Netgear’s Skype Wi-Fi phone will work when connected to a wireless Internet access point. Skype users can make free domestic and international calls, as well as host conference calls and chat, with other Skype users anywhere in the world, and can connect to non-Skype users with SkypeOut for off-net calls for a fee. With this device, headphones or USB phones plugged into a laptop or PC are not required.

According to the companies, “The Netgear phone is pre-loaded with Skype’s software, ready out-of-the-box to use with a wireless network. All a user needs to do after turning on the phone is enter a Skype username and password. The Skype software pulls up the user’s full contact list, displays the connection status on the phone screen, and allows the consumer to connect to any other Skype user for free.

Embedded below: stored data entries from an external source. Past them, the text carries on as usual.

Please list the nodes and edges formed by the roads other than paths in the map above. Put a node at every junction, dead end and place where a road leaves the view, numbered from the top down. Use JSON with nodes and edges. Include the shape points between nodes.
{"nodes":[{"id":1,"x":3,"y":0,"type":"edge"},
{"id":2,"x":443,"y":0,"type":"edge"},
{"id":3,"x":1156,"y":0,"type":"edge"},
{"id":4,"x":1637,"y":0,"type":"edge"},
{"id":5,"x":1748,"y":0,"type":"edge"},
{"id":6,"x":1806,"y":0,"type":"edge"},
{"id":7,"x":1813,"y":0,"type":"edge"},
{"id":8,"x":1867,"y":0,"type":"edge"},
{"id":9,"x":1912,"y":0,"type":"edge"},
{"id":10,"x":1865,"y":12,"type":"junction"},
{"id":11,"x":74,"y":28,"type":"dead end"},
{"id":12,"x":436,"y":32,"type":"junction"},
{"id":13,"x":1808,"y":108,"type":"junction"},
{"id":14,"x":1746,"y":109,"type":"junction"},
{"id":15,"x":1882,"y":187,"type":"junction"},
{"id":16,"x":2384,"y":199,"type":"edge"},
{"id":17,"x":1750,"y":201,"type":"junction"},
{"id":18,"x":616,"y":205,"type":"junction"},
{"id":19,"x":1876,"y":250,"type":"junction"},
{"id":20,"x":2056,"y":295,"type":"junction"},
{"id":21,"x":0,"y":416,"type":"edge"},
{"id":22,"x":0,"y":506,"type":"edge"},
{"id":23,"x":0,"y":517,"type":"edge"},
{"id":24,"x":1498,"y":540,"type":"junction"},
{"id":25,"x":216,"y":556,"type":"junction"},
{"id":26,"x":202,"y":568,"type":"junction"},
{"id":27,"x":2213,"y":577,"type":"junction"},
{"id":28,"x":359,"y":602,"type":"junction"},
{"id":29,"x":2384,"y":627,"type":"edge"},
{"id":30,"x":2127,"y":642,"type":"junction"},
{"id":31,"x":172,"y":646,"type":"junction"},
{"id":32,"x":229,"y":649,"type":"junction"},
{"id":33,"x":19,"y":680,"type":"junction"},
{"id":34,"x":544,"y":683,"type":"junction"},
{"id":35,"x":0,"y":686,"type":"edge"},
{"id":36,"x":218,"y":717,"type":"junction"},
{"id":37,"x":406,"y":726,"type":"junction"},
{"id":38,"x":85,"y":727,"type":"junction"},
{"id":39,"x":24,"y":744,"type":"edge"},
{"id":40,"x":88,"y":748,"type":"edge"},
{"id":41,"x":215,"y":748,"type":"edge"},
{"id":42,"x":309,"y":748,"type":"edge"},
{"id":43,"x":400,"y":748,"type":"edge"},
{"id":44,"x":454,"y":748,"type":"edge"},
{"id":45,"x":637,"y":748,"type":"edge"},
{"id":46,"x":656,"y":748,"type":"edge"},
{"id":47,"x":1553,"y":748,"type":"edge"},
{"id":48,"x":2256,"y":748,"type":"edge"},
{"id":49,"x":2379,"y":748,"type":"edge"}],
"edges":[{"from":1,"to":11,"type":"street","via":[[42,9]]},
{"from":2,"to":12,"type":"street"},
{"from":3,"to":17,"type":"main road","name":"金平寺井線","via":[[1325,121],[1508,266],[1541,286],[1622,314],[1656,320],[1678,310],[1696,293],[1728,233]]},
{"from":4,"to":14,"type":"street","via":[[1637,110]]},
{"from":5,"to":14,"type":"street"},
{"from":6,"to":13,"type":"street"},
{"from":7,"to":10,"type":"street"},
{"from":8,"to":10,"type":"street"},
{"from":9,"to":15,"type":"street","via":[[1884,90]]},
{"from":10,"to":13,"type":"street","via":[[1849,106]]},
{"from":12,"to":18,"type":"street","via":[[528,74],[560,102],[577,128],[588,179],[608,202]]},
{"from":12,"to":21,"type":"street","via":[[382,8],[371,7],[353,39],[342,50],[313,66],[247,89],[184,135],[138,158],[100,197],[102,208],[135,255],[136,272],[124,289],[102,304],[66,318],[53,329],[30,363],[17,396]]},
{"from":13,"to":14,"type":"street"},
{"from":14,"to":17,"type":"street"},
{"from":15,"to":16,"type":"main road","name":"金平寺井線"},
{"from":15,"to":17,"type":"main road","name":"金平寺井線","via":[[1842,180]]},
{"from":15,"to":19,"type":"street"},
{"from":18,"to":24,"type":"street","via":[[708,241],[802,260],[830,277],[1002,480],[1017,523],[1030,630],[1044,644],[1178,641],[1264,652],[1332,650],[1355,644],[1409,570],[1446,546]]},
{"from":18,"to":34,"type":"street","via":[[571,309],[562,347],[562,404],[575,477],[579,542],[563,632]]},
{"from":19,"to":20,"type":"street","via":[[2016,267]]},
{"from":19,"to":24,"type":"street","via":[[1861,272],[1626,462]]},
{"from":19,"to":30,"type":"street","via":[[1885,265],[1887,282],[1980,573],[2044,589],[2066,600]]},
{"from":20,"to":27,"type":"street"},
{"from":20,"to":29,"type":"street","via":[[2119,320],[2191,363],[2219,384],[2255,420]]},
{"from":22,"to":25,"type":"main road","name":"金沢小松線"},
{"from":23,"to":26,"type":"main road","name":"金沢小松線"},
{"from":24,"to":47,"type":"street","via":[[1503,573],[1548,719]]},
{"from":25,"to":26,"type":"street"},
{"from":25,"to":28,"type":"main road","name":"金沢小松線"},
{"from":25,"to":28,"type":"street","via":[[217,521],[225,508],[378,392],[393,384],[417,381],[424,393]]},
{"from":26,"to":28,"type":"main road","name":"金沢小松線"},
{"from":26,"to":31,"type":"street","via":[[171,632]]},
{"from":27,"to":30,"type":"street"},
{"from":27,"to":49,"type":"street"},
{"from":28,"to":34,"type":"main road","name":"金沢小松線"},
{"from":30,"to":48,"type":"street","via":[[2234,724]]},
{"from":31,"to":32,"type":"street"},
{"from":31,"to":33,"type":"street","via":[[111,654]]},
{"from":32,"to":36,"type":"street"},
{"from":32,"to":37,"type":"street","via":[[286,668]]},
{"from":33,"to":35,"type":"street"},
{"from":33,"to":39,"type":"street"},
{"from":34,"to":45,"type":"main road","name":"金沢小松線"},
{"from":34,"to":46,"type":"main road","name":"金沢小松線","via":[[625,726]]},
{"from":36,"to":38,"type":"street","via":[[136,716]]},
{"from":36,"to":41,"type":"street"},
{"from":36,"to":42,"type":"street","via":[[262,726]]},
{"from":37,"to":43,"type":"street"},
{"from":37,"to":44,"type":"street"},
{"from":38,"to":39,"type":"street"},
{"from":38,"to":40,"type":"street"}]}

Netgear also announced that its RangeMax wireless router would be equipped to optimize Skype calls in a Wi-Fi environment.

In a prepared statement, Patrick Lo, Netgear’s chairman and CEO said, “We’re extremely proud to deliver the world’s first mobile phone enabling customers to enjoy all the benefits of Skype. Moreover, Skype integration with our RangeMax wireless router will further extend our leadership in innovative networking devices.”

More information on the phone, including pricing and availability is scheduled for release in the first quarter of 2006.

Our take on the various Skype centric products (including those we discussed in our last newsletter):

1. Skype’s service, while not a replacement for the public switched phone network (PSTN) remains a disruptive technology, and a serious threat to overpriced long-distance rates.

2. By embracing Skype’s approach Netgear, Panasonic, DLink, VTech, IPEVO, Kodak and others have joined in the convergence parade, realizing more than the niche opportunity presented by Skype.

3. Although Wi-Fi phones are not new, combining a Wi-Fi phone with a peer-to-peer VoIP service certainly is noteworthy, and when offered with Skype’s value-added services (like click-to-talk and photo sharing) the convergence market continues to evolve beyond plain old wireline and wireless voice connectivity.